Comme elle l'avait déjà évoqué jeudi, lors de la douzième journée de mobilisation contre la réforme, l'intersyndicale appelle les salariés à faire du lundi 1er mai une «journée de mobilisation exceptionnelle et populaire contre la réforme des retraites et pour la justice sociale».
«L'ensemble des organisations syndicales donnent rendez-vous le 1er mai à l'ensemble des Français pour un raz-de-marée populaire et historique», a déclaré la secrétaire générale de la CGT, Sophie Binet, au milieu des manifestants rassemblés place de l'Hôtel-de-Ville à Paris.
Son homologue de Force ouvrière, Frédéric Souillot, a estimé que la décision du Conseil constitutionnel ne «bouscul(ait) pas le calendrier de l'intersyndicale» qui «va continuer à demander le retrait par la mobilisation et par une intersyndicale unie».
En début de soirée, plus de 4.000 personnes se sont réunies sur le parvis de l'Hôtel-de-Ville situé non loin du Conseil constitutionnel, dont certaines déterminées à rejoindre la rue de Montpensier malgré un dispositif policier dissuasif. Elles ont accueilli par des huées la décision du Conseil constitutionnel.
- «Carcan institutionnel» -
L'ancienne figure des Gilets jaunes Jérôme Rodrigues a appelé à «adopter le schéma Gilets jaunes» et à «sortir du carcan institutionnel».
Des rassemblements ont eu lieu dans de nombreuses autres villes en France, avec des cortèges sauvages parfois émaillés d'incidents.
Plus tôt dans la semaine, les organisations syndicales avaient mis en garde contre les risques de radicalisation du mouvement social, dans l'hypothèse où le report de l'âge serait validé, mais pas le RIP, possible exutoire démocratique.
Mais la mobilisation pourrait désormais prendre d'autres formes. «De grosses journées d'action» comme les douze qui ont scandé le mouvement social «ça va devenir compliqué», concédait le secrétaire général de la FSU, Benoît Teste. «On va avoir une mobilisation de moindre intensité», avec des «mobilisations plus espacées», prédisait-il.

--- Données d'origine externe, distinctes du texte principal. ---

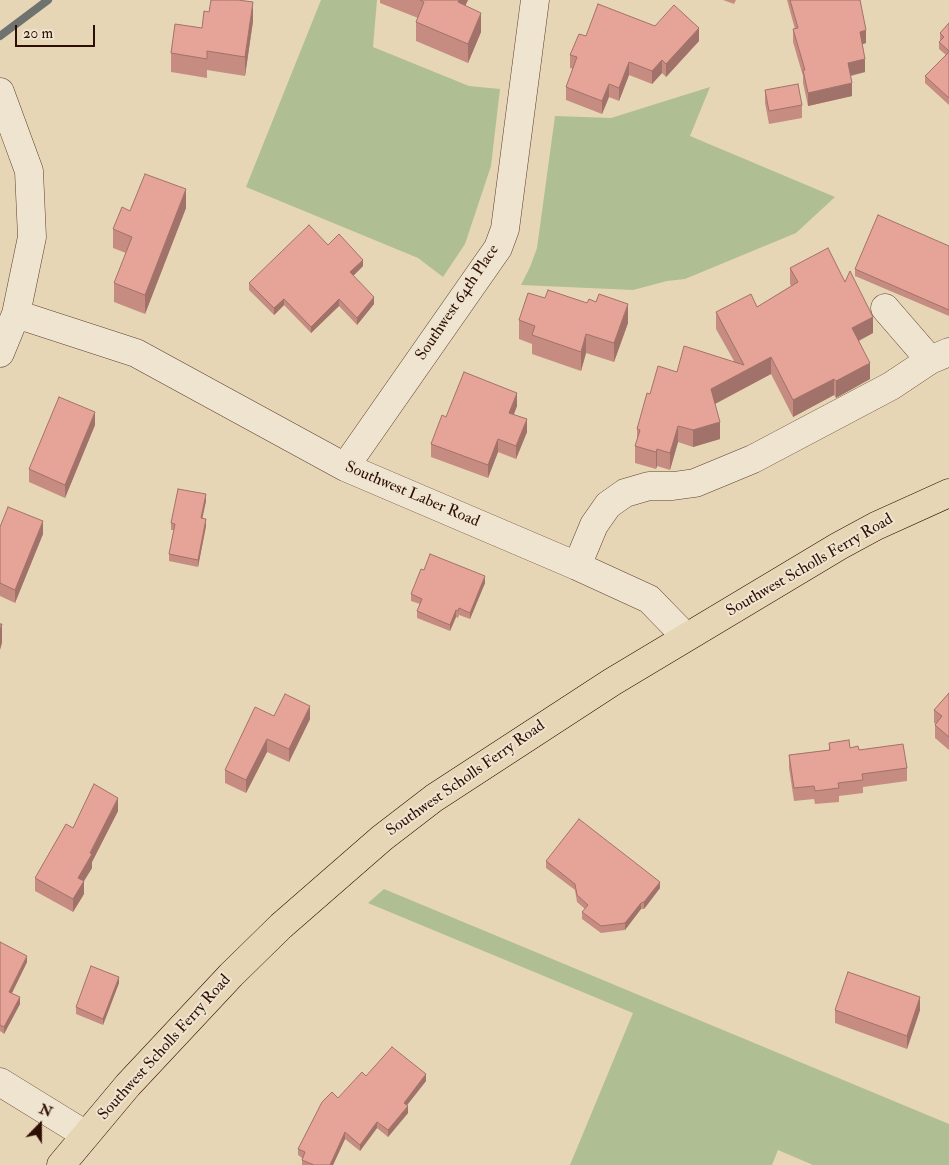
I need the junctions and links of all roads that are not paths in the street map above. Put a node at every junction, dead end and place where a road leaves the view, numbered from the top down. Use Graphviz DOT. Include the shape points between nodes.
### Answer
graph roads {
  1 [pos="535,0"];
  2 [pos="0,92"];
  3 [pos="885,308"];
  4 [pos="16,314"];
  5 [pos="0,353"];
  6 [pos="940,356"];
  7 [pos="345,467"];
  8 [pos="949,493"];
  9 [pos="577,566"];
  10 [pos="686,637"];
  11 [pos="0,1082"];
  12 [pos="86,1135"];
  13 [pos="61,1165"];
  1 -- 7 [label="street, Southwest 64th Place" via="505,229 498,248"];
  2 -- 4 [label="street" via="29,171 32,237"];
  3 -- 6 [label="street"];
  4 -- 5 [label="street"];
  4 -- 7 [label="street, Southwest Laber Road" via="136,353"];
  6 -- 9 [label="street" via="891,386 753,459 695,483 649,486 625,493 608,505 594,525"];
  7 -- 9 [label="street, Southwest Laber Road"];
  8 -- 10 [label="main road, Southwest Scholls Ferry Road" via="839,546"];
  9 -- 10 [label="street, Southwest Laber Road" via="650,599"];
  10 -- 12 [label="main road, Southwest Scholls Ferry Road" via="540,727 434,798 382,838 281,926 232,975 134,1078"];
  11 -- 12 [label="street"];
  12 -- 13 [label="main road, Southwest Scholls Ferry Road"];
}
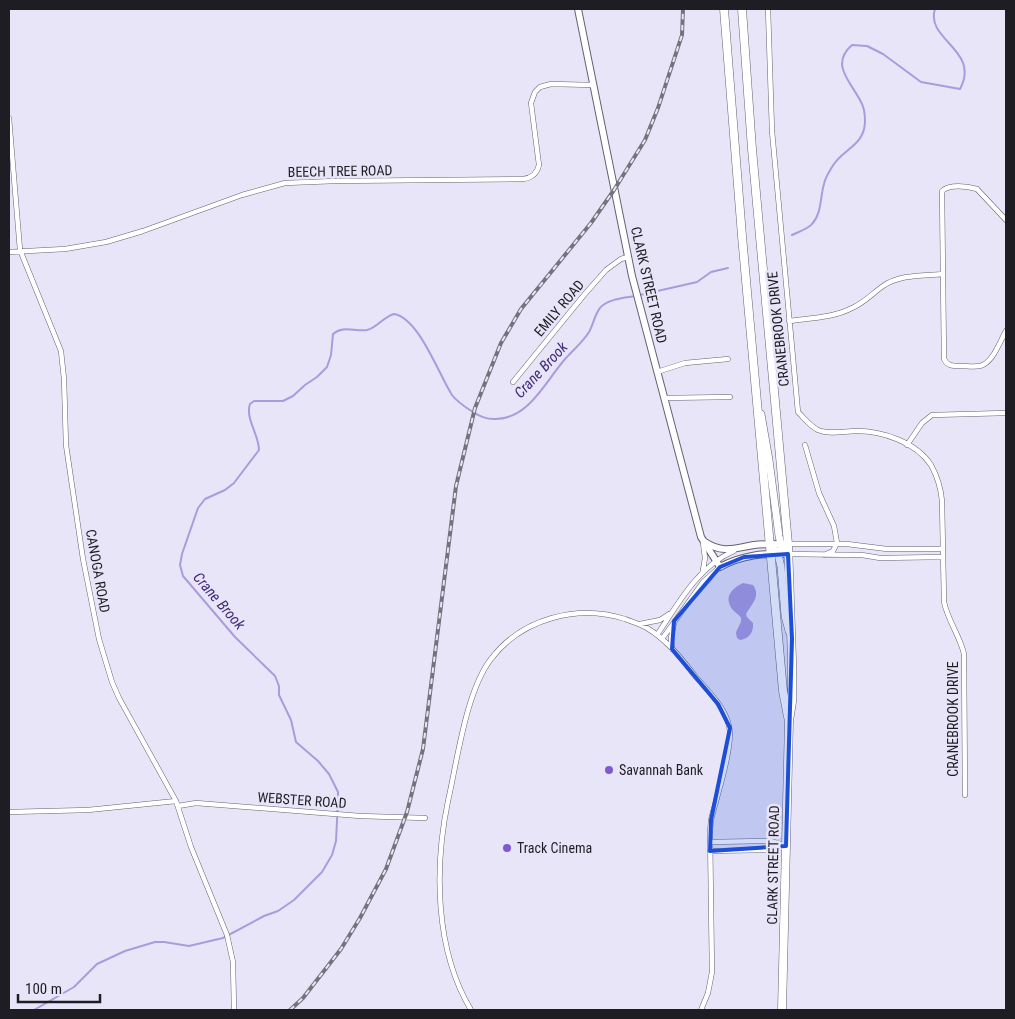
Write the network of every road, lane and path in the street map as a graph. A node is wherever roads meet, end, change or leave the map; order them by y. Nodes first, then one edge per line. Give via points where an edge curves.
1 (578, 9) edge
2 (724, 9) edge
3 (742, 9) edge
4 (768, 9) edge
5 (593, 85) junction
6 (9, 118) edge
7 (1006, 220) edge
8 (20, 251) junction
9 (9, 252) edge
10 (628, 257) junction
11 (943, 274) junction
12 (788, 321) junction
13 (1006, 331) edge
14 (728, 359) dead end
15 (657, 372) junction
16 (513, 382) dead end
17 (756, 394) junction
18 (730, 397) dead end
19 (664, 398) junction
20 (1006, 413) edge
21 (907, 444) junction
22 (804, 445) dead end
23 (702, 540) junction
24 (837, 543) junction
25 (771, 544) junction
26 (784, 544) junction
27 (943, 548) junction
28 (738, 549) junction
29 (775, 554) junction
30 (788, 554) junction
31 (823, 556) junction
32 (943, 557) junction
33 (716, 561) junction
34 (720, 567) junction
35 (702, 572) junction
36 (674, 610) junction
37 (674, 621) junction
38 (640, 624) junction
39 (656, 635) junction
40 (662, 639) junction
41 (792, 639) junction
42 (672, 648) junction
43 (789, 721) junction
44 (965, 795) dead end
45 (177, 804) junction
46 (9, 812) edge
47 (425, 818) dead end
48 (710, 842) junction
49 (786, 846) junction
50 (710, 851) junction
51 (234, 1010) edge
52 (471, 1010) edge
53 (701, 1010) edge
54 (782, 1010) edge

1 - 5 street, CLARK STREET ROAD
2 - 17 highway, CLARK STREET ROAD
3 - 26 highway, CLARK STREET ROAD
4 - 12 street, CRANEBROOK DRIVE via 772,131
5 - 8 street, BEECH TREE ROAD via 546,84 534,92 531,103 539,165 537,172 529,178 285,183 106,242 65,249
5 - 10 street, CLARK STREET ROAD
6 - 8 street, CANOGA ROAD
7 - 11 street via 976,189 953,187 944,190
8 - 9 street, BEECH TREE ROAD
8 - 45 street, CANOGA ROAD via 61,352 66,446 89,592 104,658 119,698
10 - 15 street, CLARK STREET ROAD
10 - 16 street, EMILY ROAD via 606,270
11 - 12 street via 891,281 859,305 831,315
11 - 13 street via 944,359 947,364 984,365
12 - 21 street, CRANEBROOK DRIVE via 798,412 809,424 823,431 884,434
14 - 15 street via 685,363
15 - 19 street, CLARK STREET ROAD
17 - 25 highway, CLARK STREET ROAD
17 - 26 main road
18 - 19 street
19 - 23 street, CLARK STREET ROAD
20 - 21 street via 932,414
21 - 27 street, CRANEBROOK DRIVE via 930,464 941,490
22 - 24 street via 819,493 834,526
23 - 28 street via 716,548
23 - 33 street, CLARK STREET ROAD
23 - 35 street via 705,558
24 - 26 street
24 - 27 street via 887,550
24 - 31 street via 833,552
25 - 26 street
25 - 28 street
25 - 29 highway, CLARK STREET ROAD
26 - 30 highway, CLARK STREET ROAD
27 - 32 street, CRANEBROOK DRIVE
28 - 33 street
29 - 30 street
29 - 34 street via 744,557
29 - 41 main road via 781,567 785,616
29 - 43 highway, CLARK STREET ROAD via 783,691
30 - 31 street
30 - 41 highway, CLARK STREET ROAD
31 - 32 street
32 - 44 street, CRANEBROOK DRIVE via 946,611 964,654
33 - 34 street, CLARK STREET ROAD
33 - 35 street
34 - 37 street
35 - 36 street
36 - 38 street via 660,620
36 - 39 street
37 - 40 street
37 - 42 street
38 - 39 street
38 - 52 street via 593,612 548,619 518,634 503,646 491,659 477,685 447,809 439,869 446,940
39 - 40 street
40 - 42 street
41 - 43 highway, CLARK STREET ROAD
42 - 48 street via 718,704 730,728 729,747 711,820
43 - 49 highway, CLARK STREET ROAD
45 - 46 street, WEBSTER ROAD
45 - 47 street, WEBSTER ROAD
45 - 51 street, CANOGA ROAD via 231,949
48 - 49 street via 772,841
48 - 50 street
49 - 50 street via 771,850
49 - 54 highway, CLARK STREET ROAD
50 - 53 street via 712,972

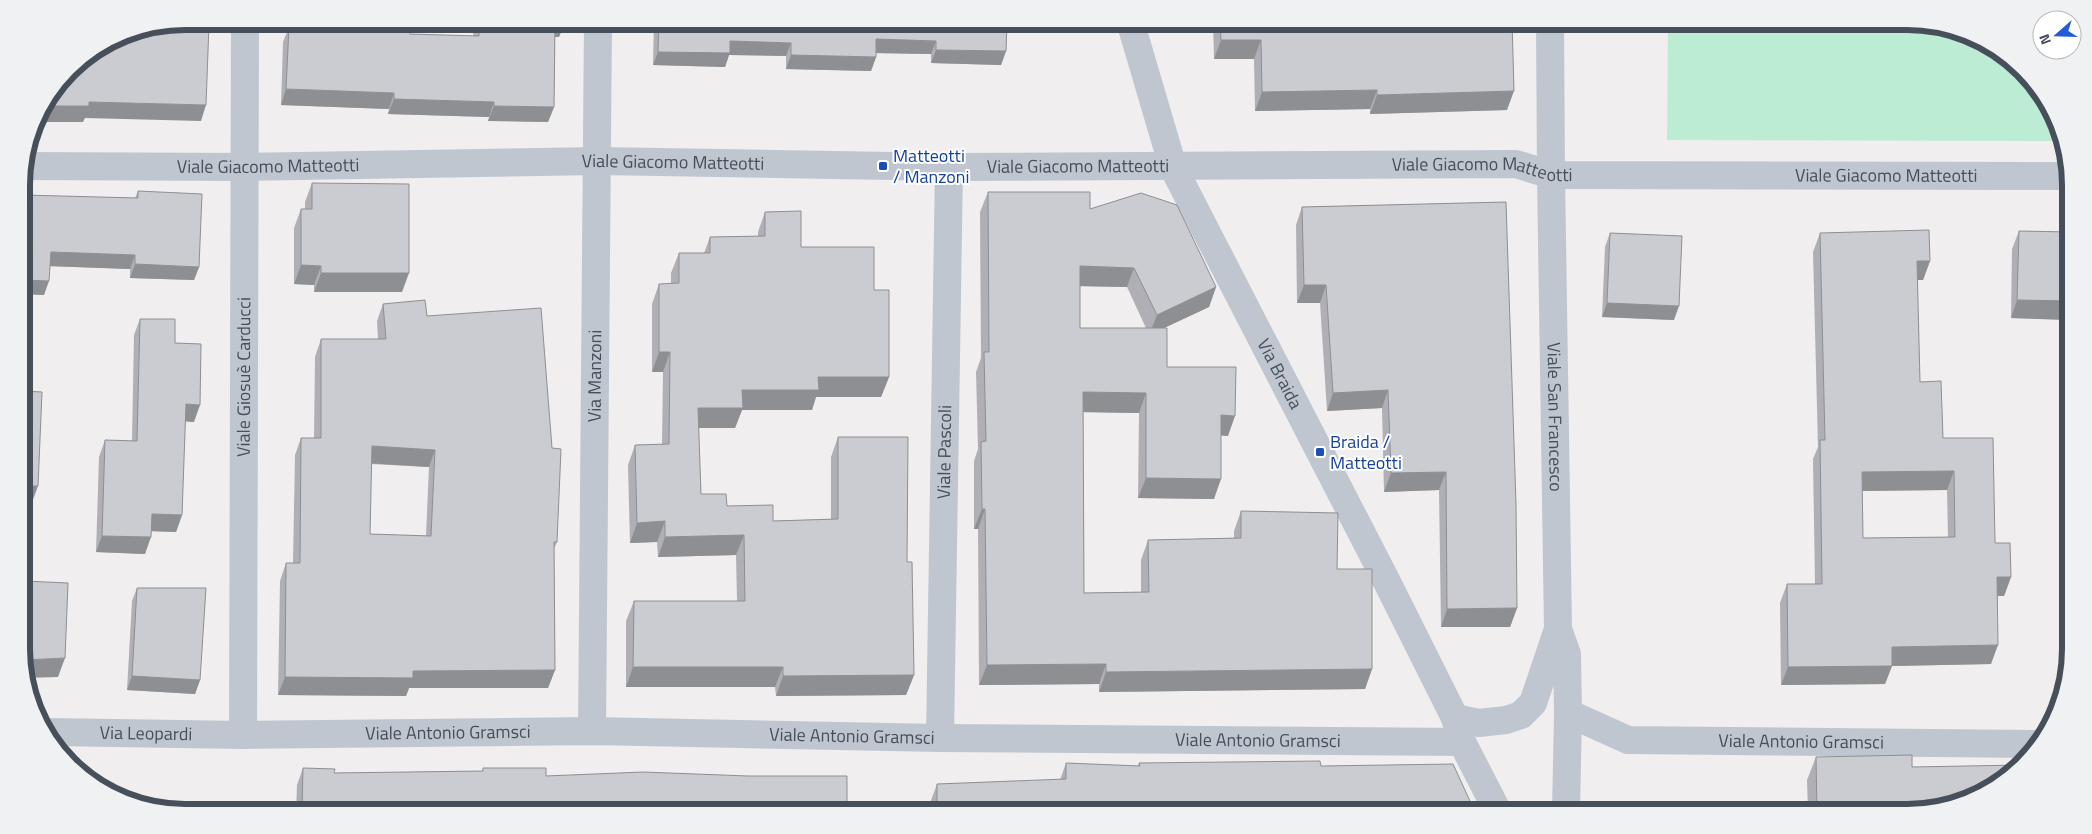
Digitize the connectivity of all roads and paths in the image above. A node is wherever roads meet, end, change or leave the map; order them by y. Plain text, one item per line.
1 (245, 30) edge
2 (598, 30) edge
3 (1133, 30) edge
4 (1550, 30) edge
5 (598, 160) junction
6 (31, 166) edge
7 (245, 167) junction
8 (949, 167) junction
9 (1173, 167) junction
10 (1551, 175) junction
11 (2062, 176) edge
12 (1558, 629) junction
13 (1568, 713) junction
14 (1458, 730) junction
15 (592, 731) junction
16 (54, 732) edge
17 (243, 735) junction
18 (940, 738) junction
19 (2029, 744) edge
20 (1494, 804) edge
21 (1566, 804) edge

1 - 7 street, Viale Giosuè Carducci
2 - 5 street, Via Manzoni
3 - 9 street, Via Braida
4 - 10 street, Viale San Francesco
5 - 7 street, Viale Giacomo Matteotti
5 - 8 street, Viale Giacomo Matteotti
5 - 15 street, Via Manzoni
6 - 7 street, Viale Giacomo Matteotti
7 - 17 street, Viale Giosuè Carducci
8 - 9 street, Viale Giacomo Matteotti
8 - 18 street, Viale Pascoli
9 - 10 street, Viale Giacomo Matteotti
9 - 14 street, Via Braida
10 - 11 street, Viale Giacomo Matteotti
10 - 12 street, Viale San Francesco
12 - 13 street, Viale San Francesco
12 - 14 street
13 - 19 street, Viale Antonio Gramsci
13 - 21 street, Viale San Francesco
14 - 18 street, Viale Antonio Gramsci
14 - 20 street, Via Braida
15 - 17 street, Viale Antonio Gramsci
15 - 18 street, Viale Antonio Gramsci
16 - 17 street, Via Leopardi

Vendredi soir, Sophie Binet a évoqué l'organisation de «beaucoup d'actions» pour jeudi.
La nouvelle période qui s'ouvre risque de mettre à l'épreuve la solidité de l'intersyndicale, avec des syndicats réformistes peut-être plus enclins à sortir du mouvement social et à reprendre le dialogue avec le gouvernement, fût-ce après une période de «décence».
«J'ai toujours dit qu'on ne voudra pas finir à 200.000 personnes dans les rues alors qu'on a fait une mobilisation historique mais aussi ultra digne», avait affirmé jeudi Laurent Berger, au départ de la manifestation parisienne.
L'occasion pour lui de rendre de nouveau hommage à l'intersyndicale, à «cette capacité malgré nos divergences à faire un mouvement social qui va marquer l'histoire sociale de ce pays».
L'intersyndicale a prévu de se réunir lundi soir au siège de FO.